▸ Work to be completed:
Verbatim copy without images: return all of the data as it stands.
☆ ☆ ☆ ☆
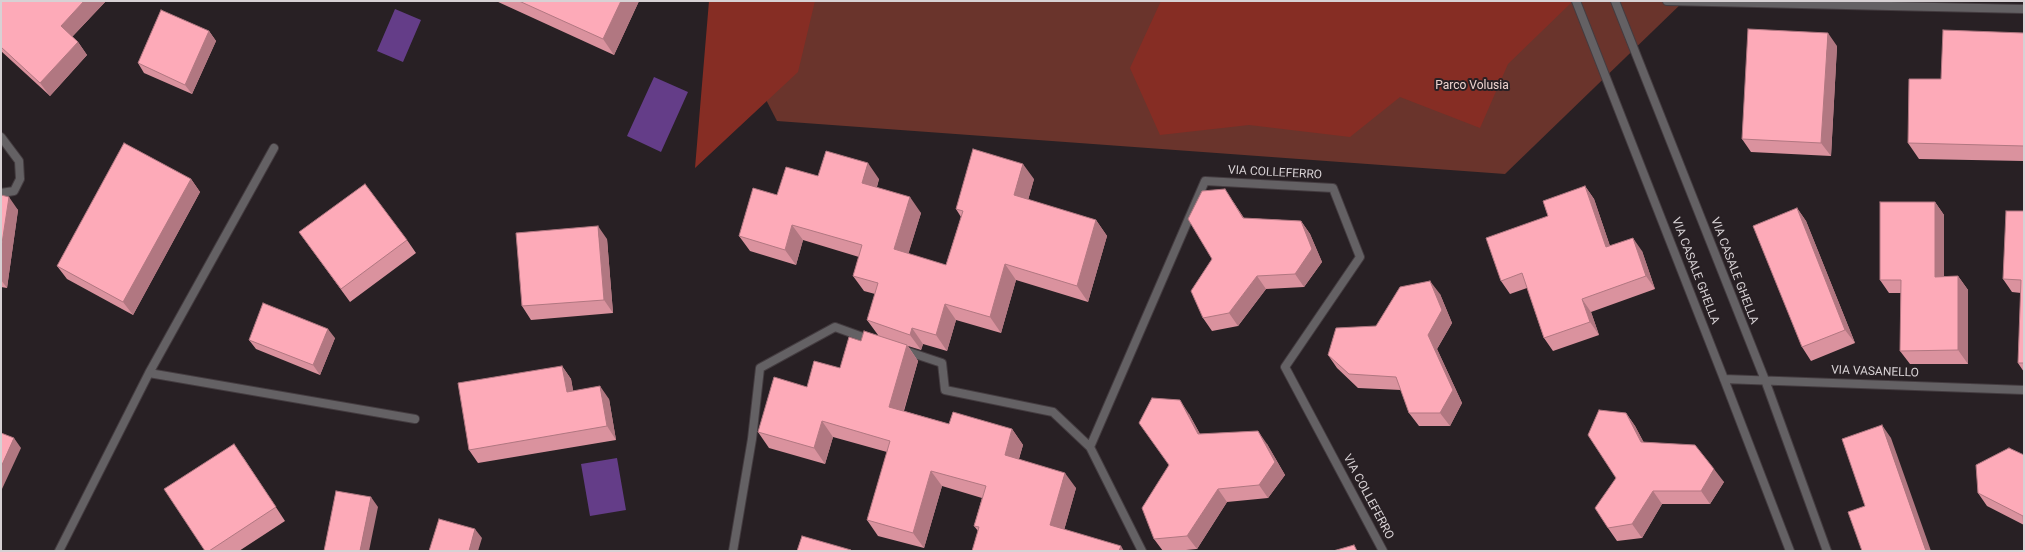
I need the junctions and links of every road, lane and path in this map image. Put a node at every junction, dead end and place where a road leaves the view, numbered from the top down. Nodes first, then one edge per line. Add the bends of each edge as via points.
1 (1576, 1) edge
2 (1615, 1) edge
3 (1667, 1) edge
4 (2024, 9) edge
5 (1, 137) edge
6 (274, 148) dead end
7 (1, 193) edge
8 (878, 342) edge
9 (892, 346) edge
10 (149, 373) junction
11 (1724, 379) junction
12 (1765, 380) junction
13 (2024, 390) edge
14 (415, 419) dead end
15 (1090, 447) junction
16 (59, 551) edge
17 (734, 551) edge
18 (1142, 551) edge
19 (1383, 551) edge
20 (1790, 551) edge
21 (1827, 551) edge

1 - 11 street, VIA CASALE GHELLA
2 - 12 street, VIA CASALE GHELLA
3 - 4 street
5 - 7 street via 19,161 20,179 14,191
6 - 10 street
8 - 17 street via 835,327 760,368 752,439
9 - 15 street via 942,363 945,390 1053,412
10 - 14 street
10 - 16 street
11 - 12 street, VIA VASANELLO
11 - 20 street, VIA CASALE GHELLA
12 - 13 street, VIA VASANELLO
12 - 21 street, VIA CASALE GHELLA
15 - 18 street
15 - 19 street, VIA COLLEFERRO via 1205,181 1333,188 1360,257 1285,367

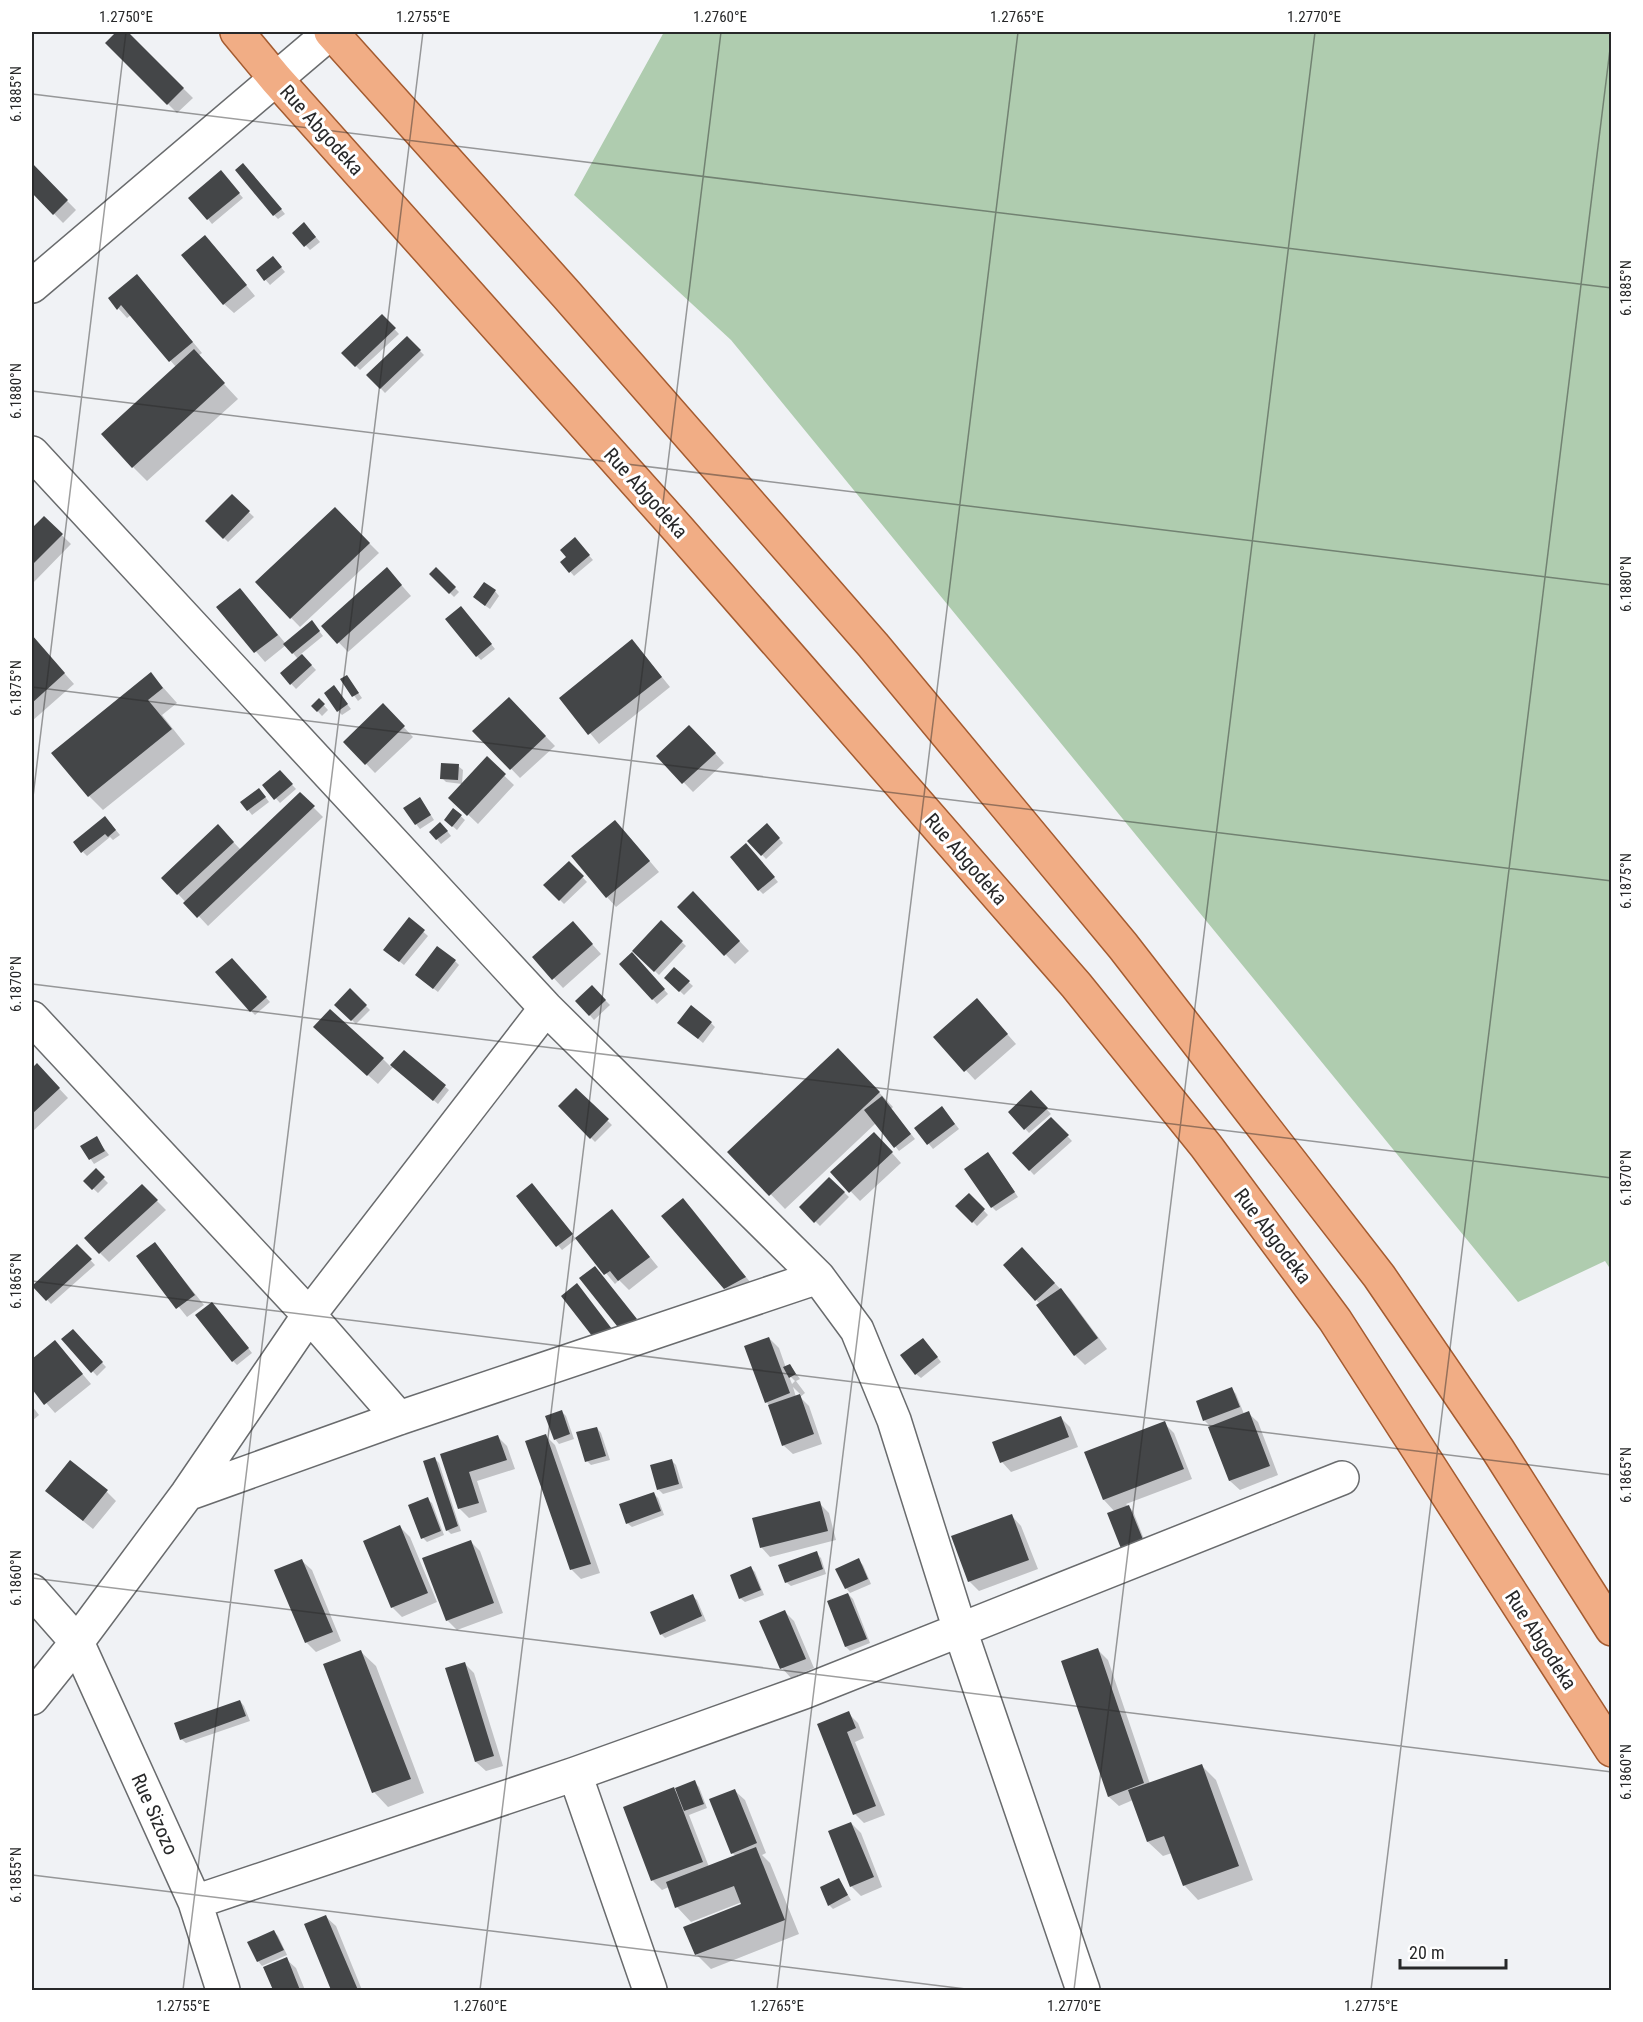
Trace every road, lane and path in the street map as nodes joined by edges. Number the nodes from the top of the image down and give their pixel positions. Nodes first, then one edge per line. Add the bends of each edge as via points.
☆ ☆ ☆ ☆
▸ Result:
I need the junctions and links of every road, lane and path in this map image. Put a node at every junction, dead end and place where a road leaves the view, numbered from the top down. Nodes first, then one edge per line. Add the bends of each edge as via points.
1 (1576, 1) edge
2 (1615, 1) edge
3 (1667, 1) edge
4 (2024, 9) edge
5 (1, 137) edge
6 (274, 148) dead end
7 (1, 193) edge
8 (878, 342) edge
9 (892, 346) edge
10 (149, 373) junction
11 (1724, 379) junction
12 (1765, 380) junction
13 (2024, 390) edge
14 (415, 419) dead end
15 (1090, 447) junction
16 (59, 551) edge
17 (734, 551) edge
18 (1142, 551) edge
19 (1383, 551) edge
20 (1790, 551) edge
21 (1827, 551) edge

1 - 11 street, VIA CASALE GHELLA
2 - 12 street, VIA CASALE GHELLA
3 - 4 street
5 - 7 street via 19,161 20,179 14,191
6 - 10 street
8 - 17 street via 835,327 760,368 752,439
9 - 15 street via 942,363 945,390 1053,412
10 - 14 street
10 - 16 street
11 - 12 street, VIA VASANELLO
11 - 20 street, VIA CASALE GHELLA
12 - 13 street, VIA VASANELLO
12 - 21 street, VIA CASALE GHELLA
15 - 18 street
15 - 19 street, VIA COLLEFERRO via 1205,181 1333,188 1360,257 1285,367

Trace every road, lane and path in the street map as nodes joined by edges. Number the nodes from the top of the image down and give their pixel positions. Nodes first, then one edge per line. Add the bends of each edge as via points.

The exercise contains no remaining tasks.